Stored items:

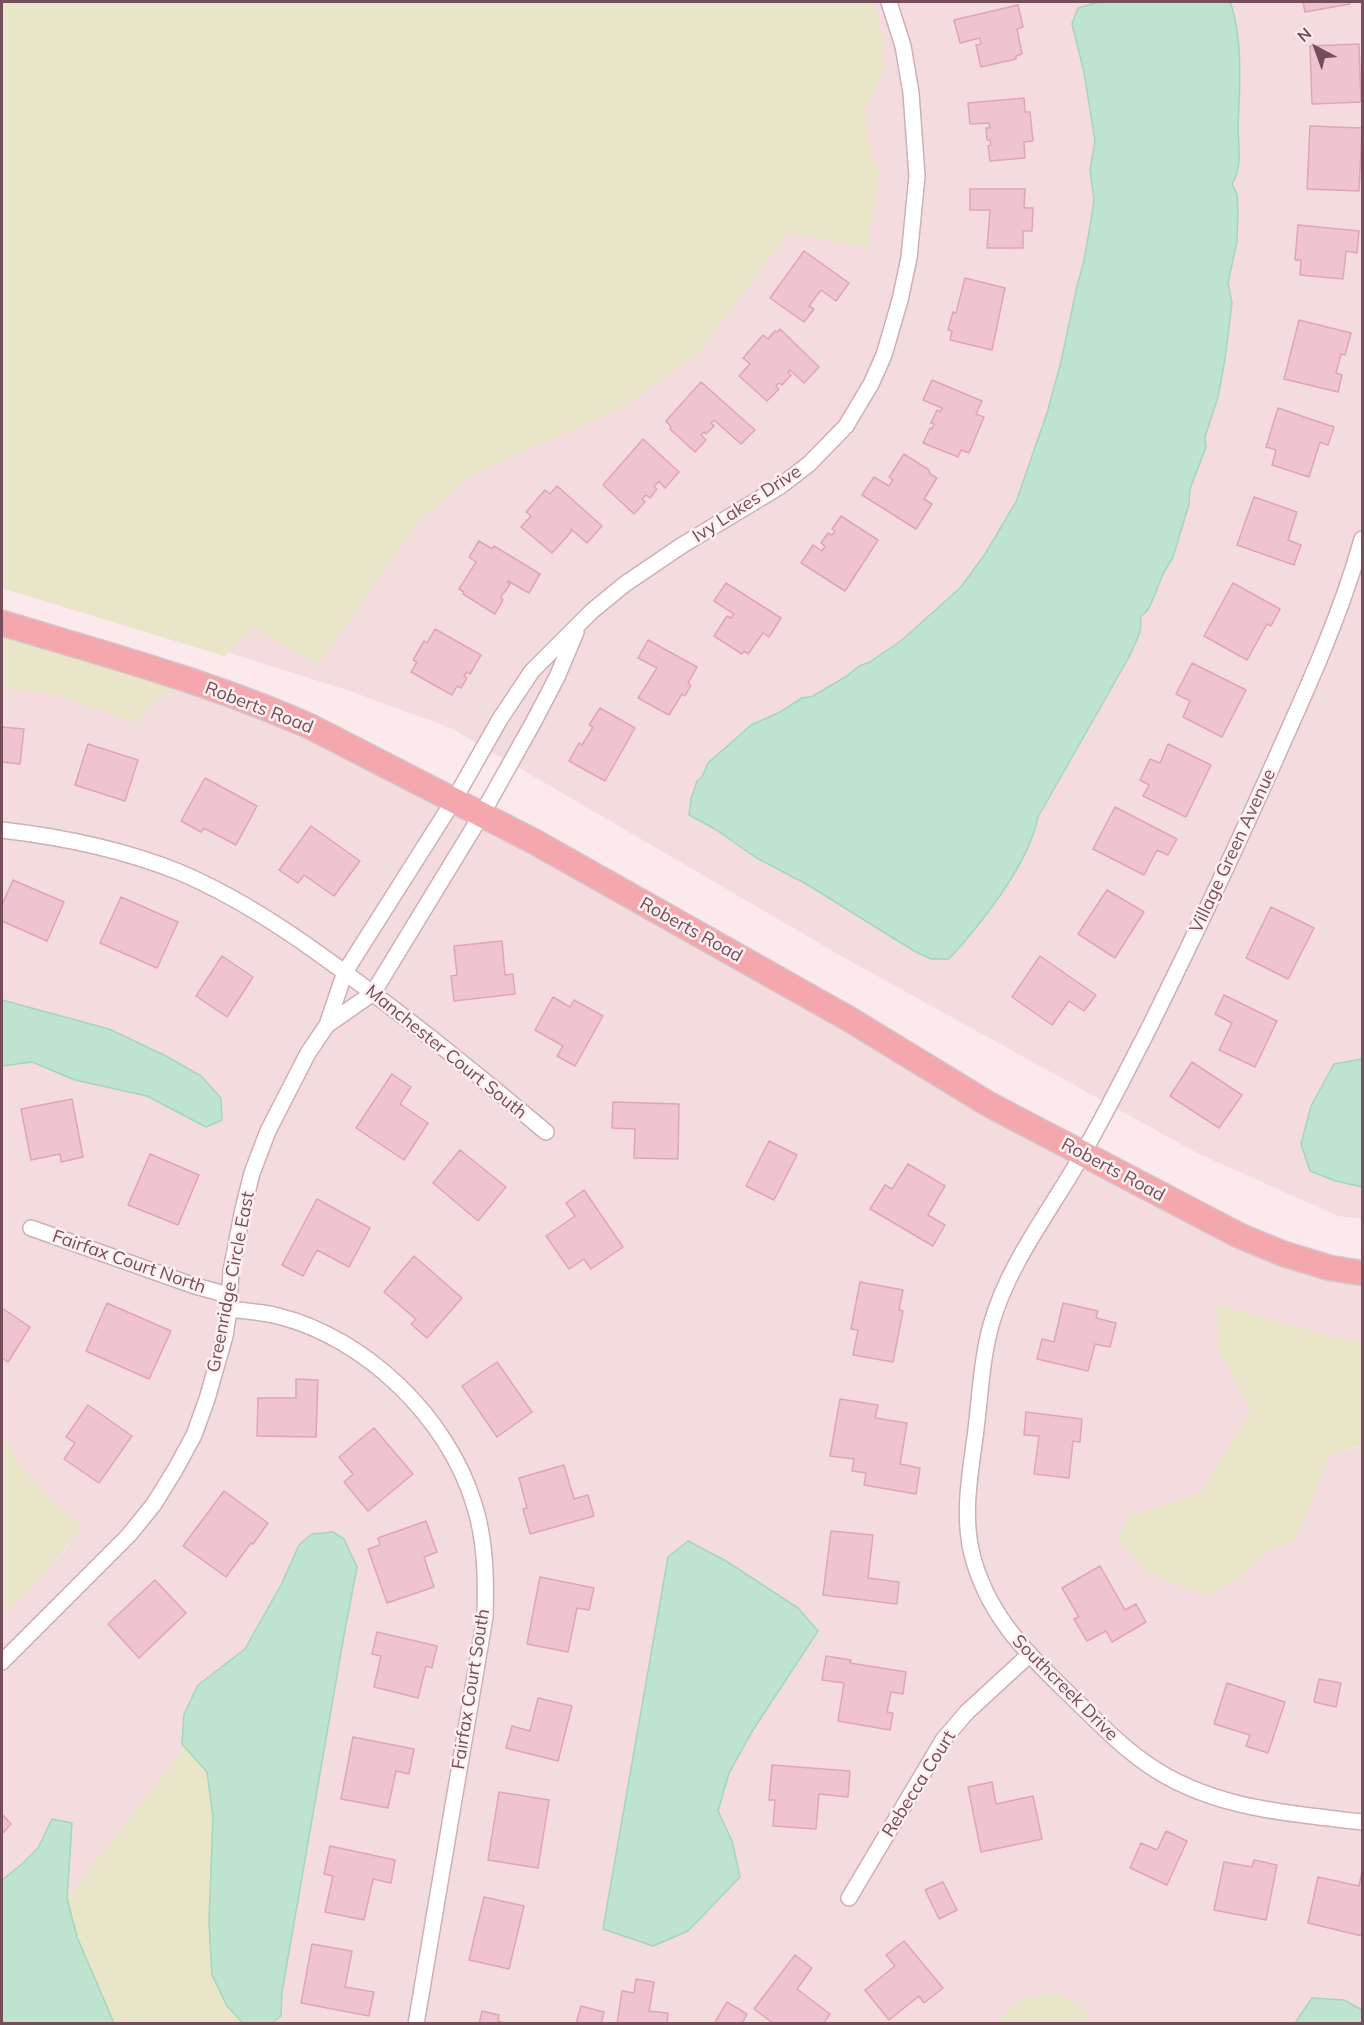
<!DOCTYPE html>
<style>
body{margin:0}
#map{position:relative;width:1364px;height:2025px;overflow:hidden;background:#fbe9eb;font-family:Mulish,sans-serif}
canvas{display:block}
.frame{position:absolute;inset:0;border:3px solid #744e5b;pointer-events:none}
.north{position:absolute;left:1286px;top:18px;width:60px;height:60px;-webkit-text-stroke:4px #feeff1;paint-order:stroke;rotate:319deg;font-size:16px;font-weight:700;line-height:24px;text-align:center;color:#744e5b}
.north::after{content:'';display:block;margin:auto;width:21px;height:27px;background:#744e5b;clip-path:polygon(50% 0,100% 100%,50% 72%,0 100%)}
</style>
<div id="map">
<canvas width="1364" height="2025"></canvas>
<div class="frame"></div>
<div class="north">N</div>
</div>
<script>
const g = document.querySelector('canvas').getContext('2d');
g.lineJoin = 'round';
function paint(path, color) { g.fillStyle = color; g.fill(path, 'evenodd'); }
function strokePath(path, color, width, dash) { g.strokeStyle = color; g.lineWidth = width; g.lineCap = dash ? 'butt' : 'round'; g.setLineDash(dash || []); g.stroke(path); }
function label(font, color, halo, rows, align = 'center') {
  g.font = font + ' Mulish,sans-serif'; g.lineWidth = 5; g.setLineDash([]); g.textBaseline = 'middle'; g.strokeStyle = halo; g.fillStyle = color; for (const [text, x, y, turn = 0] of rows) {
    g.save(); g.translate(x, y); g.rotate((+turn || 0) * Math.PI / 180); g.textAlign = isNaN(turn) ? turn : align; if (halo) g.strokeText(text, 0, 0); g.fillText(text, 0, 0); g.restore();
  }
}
paint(new Path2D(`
 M 600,2 L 1362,2 L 1362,1219 L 1338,1216 L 1197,1153 L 843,957 L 451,728 L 350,691 L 177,636 Z
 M 2,688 L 56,694 L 135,723 L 157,699 L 176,688 L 276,723 L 478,824 L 845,1028 L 1362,1284 L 1362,1342 L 1336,1338 L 1218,1351 L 1251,1409 L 1201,1493 L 1129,1516 L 1145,1570 L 1174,1584 L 1206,1595 L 1237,1579 L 1269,1551 L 1296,1538 L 1330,1456 L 1362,1446 L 1362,2010 L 1344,2000 L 1295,2021 L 1295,2023 L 1089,2023 L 1086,2011 L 1022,1998 L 993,2024 L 272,2023 L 281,2015 L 282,1992 L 344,1635 L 357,1567 L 299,1545 L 282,1583 L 245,1649 L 198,1685 L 182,1743 L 185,1747 L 67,1898 L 72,1823 L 52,1819 L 38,1848 L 22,1864 L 2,1880 L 2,1615 L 27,1593 L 65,1550 L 82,1525 L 52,1501 L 23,1468 L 2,1436 L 2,1066 L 32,1062 L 75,1080 L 147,1096 L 206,1127 L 109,1029 L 2,1000 ZM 688,1541 L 726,1561 L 798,1608 L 753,1730 L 729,1773 L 718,1811 L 732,1841 L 603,1929 L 668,1557 Z`), '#f4dbde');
paint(new Path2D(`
 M 2,2 L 872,2 C 878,17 885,41 884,57 C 883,76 873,95 864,110 L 871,156 L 880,171 L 867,248 L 789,232 L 697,355 L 624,406 L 468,477 L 419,521 L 318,665 L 252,627 L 224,656 L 2,588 Z
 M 2,634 L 176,688 L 157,699 L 135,723 L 56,694 L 2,688 Z
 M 1216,1304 L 1336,1338 L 1362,1342 L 1362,1445 L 1330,1456 L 1296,1538 L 1269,1551 L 1237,1579 L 1206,1595 L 1174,1584 L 1145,1570 L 1117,1538 L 1129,1516 L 1201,1493 L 1251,1409 L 1218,1351 Z
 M 2,1436 L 23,1468 L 52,1501 L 82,1525 C 59,1559 33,1589 2,1615 Z
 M 185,1747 L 207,1772 L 213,1817 L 209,1922 L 212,1975 L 227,2006 L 243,2023 L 114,2023 L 77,1937 L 67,1898 Z
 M 1061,1993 L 1086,2011 L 1089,2023 L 993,2023 L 1022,1998 Z`), '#e8e5c8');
const water = new Path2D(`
 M 1099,2 L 1230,2 C 1243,36 1240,88 1238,125 C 1238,144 1243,168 1232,184 L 1237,194 L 1238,210 L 1237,241 L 1228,283 L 1232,303 L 1225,359 L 1218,397 L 1205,437 L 1206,447 L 1190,489 L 1189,504 L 1173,557 L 1163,574 L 1151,604 L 1146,612 L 1140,617 C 1144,630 1134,645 1129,657 L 1038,817 C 1029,864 981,924 949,959 L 931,959 L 914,951 L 808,885 L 755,857 L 715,829 L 689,815 L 691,799 L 697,781 L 702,777 L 708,763 L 751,725 L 780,712 L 802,698 L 813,696 L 847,676 L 859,666 L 870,662 L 902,640 L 961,587 L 985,554 L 1016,502 L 1047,413 L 1061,362 L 1077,286 L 1084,261 L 1092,214 L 1094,199 L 1090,170 L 1095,141 L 1084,72 L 1072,24 L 1078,8 Z
 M 2,1000 L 109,1029 L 166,1056 L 201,1076 L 221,1098 L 222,1120 L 206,1127 L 147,1096 L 75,1080 L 32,1062 L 2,1066 Z
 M 1362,1059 L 1362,1187 L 1336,1181 L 1310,1171 L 1301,1144 L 1311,1106 L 1334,1064 Z
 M 333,1532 L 344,1539 L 357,1567 L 344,1635 L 282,1992 L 281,2016 L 272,2023 L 243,2023 L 227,2006 L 212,1975 L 209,1922 L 213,1817 L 207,1772 L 182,1744 L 184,1714 L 198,1685 L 245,1649 L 282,1583 L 299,1545 L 312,1534 Z
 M 688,1541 L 726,1561 L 798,1608 L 818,1631 L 753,1730 L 729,1773 L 718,1811 L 732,1841 L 740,1877 L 688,1931 L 653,1946 L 603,1929 L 668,1557 Z
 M 52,1819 L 72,1823 L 67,1898 L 77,1937 L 114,2023 L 2,2023 L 2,1880 L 22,1864 L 38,1848 Z
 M 1312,1998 L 1344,2000 L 1362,2010 L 1362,2023 L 1295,2023 Z`);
paint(water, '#bee4cf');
strokePath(water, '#a5d5bb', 1.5);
const building = new Path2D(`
 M 1303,2 L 1349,2 L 1350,4 L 1305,12 Z
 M 1018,5 L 1023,27 L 1017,29 L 1022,54 L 1016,56 L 1016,59 L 981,67 L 976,45 L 981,44 L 980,38 L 960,43 L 954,20 Z
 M 1359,44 L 1361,102 L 1312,104 L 1310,46 Z
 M 1024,98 L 1025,112 L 1030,112 L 1033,141 L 1024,142 L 1025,158 L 990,161 L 988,146 L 991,145 L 990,140 L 987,140 L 986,128 L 990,128 L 989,123 L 970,124 L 968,103 Z
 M 1310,126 L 1362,128 L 1359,191 L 1307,189 Z
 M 970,189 L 1025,189 L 1024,208 L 1033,208 L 1032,231 L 1023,231 L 1023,248 L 987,248 L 990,210 L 970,210 Z
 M 1298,225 L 1359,231 L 1357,253 L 1346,251 L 1343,279 L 1300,275 L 1301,260 L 1295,260 Z
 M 804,251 L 849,283 L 836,301 L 821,290 L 809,306 L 814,309 L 804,322 L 770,298 Z
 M 965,278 L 1005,288 L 992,350 L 950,340 L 952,331 L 948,330 L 953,312 L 956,313 Z
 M 1299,320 L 1351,333 L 1345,355 L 1341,354 L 1336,373 L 1342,375 L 1338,392 L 1284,379 Z
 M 780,329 L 819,367 L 804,383 L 790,370 L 788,372 L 791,375 L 782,385 L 779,383 L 776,386 L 779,389 L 767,401 L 739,376 L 750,364 L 743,358 L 763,335 L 768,339 L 775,331 L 778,332 Z
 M 932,380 L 982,401 L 976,414 L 984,417 L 969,453 L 961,450 L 958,457 L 923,443 L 930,428 L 932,429 L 934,424 L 931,423 L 937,410 L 940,412 L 942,408 L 923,400 Z
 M 701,382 L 755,430 L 741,444 L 714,420 L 711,423 L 714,426 L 706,434 L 704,432 L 701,435 L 706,440 L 695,452 L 670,429 L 671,427 L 666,421 Z
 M 1278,408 L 1334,427 L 1328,445 L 1320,442 L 1309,477 L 1272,465 L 1276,450 L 1266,447 Z
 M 643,439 L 679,472 L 665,488 L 659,481 L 654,487 L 657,489 L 650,498 L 646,495 L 642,499 L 645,502 L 634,514 L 603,485 Z
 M 904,454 L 929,470 L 930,474 L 937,478 L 924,499 L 932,504 L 916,529 L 862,495 L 874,477 L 889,486 L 893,480 L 889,477 Z
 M 557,486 L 602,526 L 587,543 L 571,529 L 571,532 L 552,553 L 521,527 L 531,516 L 526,512 L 545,490 L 550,494 Z
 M 1254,497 L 1297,512 L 1288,540 L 1301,545 L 1294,565 L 1237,545 Z
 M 841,516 L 878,540 L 845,591 L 801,563 L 813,545 L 822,551 L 825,546 L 821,543 L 828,533 L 832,535 L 835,531 L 832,529 Z
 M 479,541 L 492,549 L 494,546 L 540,574 L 529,593 L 508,581 L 507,582 L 510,584 L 504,593 L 502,594 L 501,598 L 503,600 L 495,614 L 463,594 L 464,592 L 459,589 L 476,562 L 469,557 Z
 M 726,583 L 781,618 L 769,637 L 763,633 L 748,654 L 744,651 L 742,654 L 714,636 L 727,616 L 731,618 L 734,614 L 714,601 Z
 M 1233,583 L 1280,609 L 1271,626 L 1267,624 L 1247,660 L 1204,636 Z
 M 435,629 L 481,655 L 470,674 L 467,672 L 464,676 L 467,678 L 461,688 L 457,686 L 452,695 L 411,672 L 417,662 L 413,660 L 424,641 L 427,643 Z
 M 648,640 L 697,667 L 688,683 L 691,685 L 685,696 L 682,694 L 669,715 L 638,698 L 657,668 L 638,658 Z
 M 1192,663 L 1246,690 L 1222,737 L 1183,717 L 1190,701 L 1176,694 Z
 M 600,708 L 635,728 L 605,781 L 569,761 L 579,743 L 582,745 L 593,727 L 589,725 Z
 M 2,727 L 24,729 L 20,764 L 2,762 Z
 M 88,744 L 138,760 L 125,801 L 75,785 Z
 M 1168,744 L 1211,765 L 1186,817 L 1143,796 L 1149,785 L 1140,780 L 1150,759 L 1160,763 Z
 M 205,778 L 257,806 L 236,845 L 204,828 L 201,832 L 181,821 Z
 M 1115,807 L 1177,839 L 1168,855 L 1157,850 L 1144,875 L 1093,849 Z
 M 311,826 L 360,861 L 334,896 L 304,875 L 298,883 L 279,870 Z
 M 13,880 L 64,902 L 47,941 L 2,921 L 2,905 Z
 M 1107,890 L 1144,912 L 1115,958 L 1078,934 Z
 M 121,897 L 178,922 L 157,968 L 100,943 Z
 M 1271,907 L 1314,928 L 1288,979 L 1246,958 Z
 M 502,941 L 505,975 L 513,974 L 515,994 L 454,1001 L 451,976 L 457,975 L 454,946 Z
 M 222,956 L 253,977 L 227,1017 L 196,996 Z
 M 1040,956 L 1096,995 L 1084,1011 L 1069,1001 L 1052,1025 L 1012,997 Z
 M 1224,995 L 1277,1021 L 1255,1067 L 1219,1050 L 1232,1023 L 1215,1014 Z
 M 553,997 L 570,1007 L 574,1000 L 603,1016 L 575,1066 L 557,1056 L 563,1046 L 535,1030 Z
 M 1192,1062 L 1242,1095 L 1219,1128 L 1170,1096 Z
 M 392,1074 L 411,1087 L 400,1104 L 428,1123 L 404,1160 L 356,1128 Z
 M 72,1099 L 83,1157 L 61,1162 L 60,1154 L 31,1160 L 21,1109 Z
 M 613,1102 L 679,1104 L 678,1159 L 634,1158 L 635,1129 L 612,1128 Z
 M 769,1141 L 797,1155 L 774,1200 L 746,1186 Z
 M 460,1150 L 506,1187 L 478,1221 L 433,1183 Z
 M 150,1154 L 199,1175 L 178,1225 L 128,1205 Z
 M 908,1164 L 945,1186 L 928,1215 L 945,1225 L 933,1246 L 870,1209 L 885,1185 L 892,1189 Z
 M 584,1190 L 623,1247 L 591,1269 L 584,1259 L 569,1269 L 546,1236 L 575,1216 L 566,1203 Z
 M 317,1199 L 370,1228 L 349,1267 L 317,1250 L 303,1276 L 282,1265 Z
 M 414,1256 L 462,1298 L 427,1338 L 411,1324 L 416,1319 L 384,1292 Z
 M 860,1282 L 903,1290 L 899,1310 L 903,1311 L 893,1362 L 853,1355 L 858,1330 L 851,1329 Z
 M 107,1303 L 171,1331 L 149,1379 L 86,1351 Z
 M 1063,1303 L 1098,1311 L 1096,1318 L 1116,1323 L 1110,1347 L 1095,1344 L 1088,1371 L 1037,1359 L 1042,1339 L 1054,1342 Z
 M 2,1308 L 30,1327 L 8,1362 L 2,1358 Z
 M 497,1362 L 532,1412 L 497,1437 L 462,1386 Z
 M 296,1379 L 318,1380 L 316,1437 L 257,1436 L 258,1398 L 296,1398 Z
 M 840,1399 L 878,1405 L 875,1418 L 907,1423 L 900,1464 L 920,1468 L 916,1494 L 864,1485 L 866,1473 L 852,1471 L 854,1459 L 830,1456 Z
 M 88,1405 L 132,1436 L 99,1483 L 64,1459 L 75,1443 L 66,1437 Z
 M 1026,1412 L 1082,1419 L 1080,1442 L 1073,1441 L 1069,1478 L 1034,1474 L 1039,1436 L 1024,1435 Z
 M 374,1428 L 413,1474 L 368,1511 L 344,1482 L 353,1474 L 339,1457 Z
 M 564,1465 L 574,1499 L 588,1495 L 594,1516 L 530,1534 L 523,1509 L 527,1508 L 519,1478 Z
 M 224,1491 L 268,1523 L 253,1544 L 251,1543 L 226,1577 L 183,1546 Z
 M 426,1521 L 437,1552 L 424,1557 L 434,1587 L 387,1603 L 368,1549 L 380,1545 L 378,1538 Z
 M 831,1531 L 873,1535 L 868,1578 L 899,1582 L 897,1604 L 823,1595 Z
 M 1100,1566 L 1125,1610 L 1136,1604 L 1146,1622 L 1112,1642 L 1106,1631 L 1087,1641 L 1074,1619 L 1079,1617 L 1062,1588 Z
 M 540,1577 L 594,1588 L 589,1610 L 577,1608 L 568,1652 L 527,1644 Z
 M 155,1580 L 186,1613 L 139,1658 L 108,1624 Z
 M 377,1632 L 437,1646 L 432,1668 L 426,1666 L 418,1698 L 374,1687 L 381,1656 L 372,1654 Z
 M 826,1656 L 851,1660 L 850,1663 L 906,1672 L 903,1694 L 891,1692 L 887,1712 L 893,1713 L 890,1730 L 838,1721 L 844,1683 L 822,1680 Z
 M 1319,1679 L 1341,1683 L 1336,1707 L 1314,1702 Z
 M 1227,1683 L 1285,1702 L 1268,1753 L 1246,1746 L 1250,1735 L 1214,1724 Z
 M 538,1698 L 572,1706 L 558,1761 L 506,1748 L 512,1726 L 530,1731 Z
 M 353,1737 L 414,1749 L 409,1774 L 396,1771 L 388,1808 L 341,1799 Z
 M 772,1765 L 850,1771 L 848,1797 L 819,1794 L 816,1829 L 773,1826 L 775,1800 L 769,1800 Z
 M 992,1782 L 996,1804 L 1033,1796 L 1042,1839 L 981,1852 L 968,1787 Z
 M 499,1792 L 549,1800 L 538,1868 L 488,1860 Z
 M 2,1814 L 11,1824 L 2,1834 Z
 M 1166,1831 L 1187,1841 L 1167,1885 L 1130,1868 L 1141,1843 L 1157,1850 Z
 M 330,1846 L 395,1860 L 391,1883 L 373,1879 L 364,1920 L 325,1912 L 333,1876 L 324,1874 Z
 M 1254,1860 L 1277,1865 L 1266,1920 L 1214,1910 L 1224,1862 L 1252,1867 Z
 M 1362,1871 L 1362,1936 L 1308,1923 L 1318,1877 L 1359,1886 Z
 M 943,1882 L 957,1910 L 939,1919 L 925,1890 Z
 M 484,1897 L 524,1906 L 509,1969 L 469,1960 Z
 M 904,1941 L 943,1988 L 924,2003 L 919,1996 L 889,2020 L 865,1990 L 895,1966 L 886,1955 Z
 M 312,1944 L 352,1951 L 345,1987 L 374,1992 L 369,2016 L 301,2003 Z
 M 795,1955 L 812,1968 L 797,1989 L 830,2014 L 823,2024 L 774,2024 L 754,2009 Z
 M 636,1979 L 654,1982 L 649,2011 L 668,2013 L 667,2024 L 617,2024 L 622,1991 L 634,1993 Z
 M 727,2002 L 747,2014 L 742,2024 L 714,2024 Z
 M 581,2006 L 604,2012 L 601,2024 L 576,2024 Z
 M 482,2011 L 499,2015 L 498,2021 L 508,2024 L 479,2024 Z`);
paint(building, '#efc3cf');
strokePath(building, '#e0a4b7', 1.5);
const minor = new Path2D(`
 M 1362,539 C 1342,611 1311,680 1280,749 C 1239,842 1195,935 1150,1026 C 1128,1069 1106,1113 1082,1155 C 1051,1210 1008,1264 991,1325 C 981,1361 980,1401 975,1437 C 970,1475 963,1512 971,1550 C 985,1612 1025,1652 1069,1694 C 1094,1718 1118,1744 1147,1764 C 1211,1809 1288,1813 1362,1822
 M 2,830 C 62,837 122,849 179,872 C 250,902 314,949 375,995 C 434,1039 490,1085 546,1132
 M 327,1025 L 373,993 L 482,814 L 533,723 L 557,677 L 576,632
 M 31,1228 L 192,1285 L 228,1295
 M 229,1309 C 246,1311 262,1312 278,1316 C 366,1338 448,1418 474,1504 C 486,1541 486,1580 485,1617 L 416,2024
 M 2,1662 L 129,1535 L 154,1504 L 175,1470 L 194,1435 L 207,1399 L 225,1336 L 229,1309 L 231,1271 L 243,1209 L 252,1173 L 268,1131 L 308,1053 L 327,1025 L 345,972 L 454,800 L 500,719 L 532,671 L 592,611 L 625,584 L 681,546 L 779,487 L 809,464 L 846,426 L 871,384 L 884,355 L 900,300 L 909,258 L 917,176 L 911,93 L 903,46 L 889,2
 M 849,1898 L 943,1740 L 967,1712 L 1029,1655`);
const primary = new Path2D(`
 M 2,623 C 104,654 213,683 311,727 L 535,842 L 849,1019 L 990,1105 L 1240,1236 L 1284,1254 L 1330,1268 L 1362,1273`);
strokePath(minor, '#cdb0b7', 18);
strokePath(primary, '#d3c6cb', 27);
strokePath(minor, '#fff', 15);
strokePath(primary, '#f4a7ac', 24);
label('18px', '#744e5b', '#feeff1', [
 ["Ivy Lakes Drive",747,504,-33],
 ["Roberts Road",259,708,21],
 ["Village Green Avenue",1233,851,-65],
 ["Roberts Road",691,930,29],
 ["Manchester Court South",446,1052,39],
 ["Roberts Road",1113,1170,28],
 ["Fairfax Court North",129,1262,19],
 ["Greenridge Circle East",231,1282,-79],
 ["Southcreek Drive",1065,1688,45],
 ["Fairfax Court South",471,1689,-81],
 ["Rebecca Court",919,1784,-58]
]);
</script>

Task description: Copy every line of the records above that contains "strokeStyle".

Written answer:
function strokePath(path, color, width, dash) { g.strokeStyle = color; g.lineWidth = width; g.lineCap = dash ? 'butt' : 'round'; g.setLineDash(dash || []); g.stroke(path); }
  g.font = font + ' Mulish,sans-serif'; g.lineWidth = 5; g.setLineDash([]); g.textBaseline = 'middle'; g.strokeStyle = halo; g.fillStyle = color; for (const [text, x, y, turn = 0] of rows) {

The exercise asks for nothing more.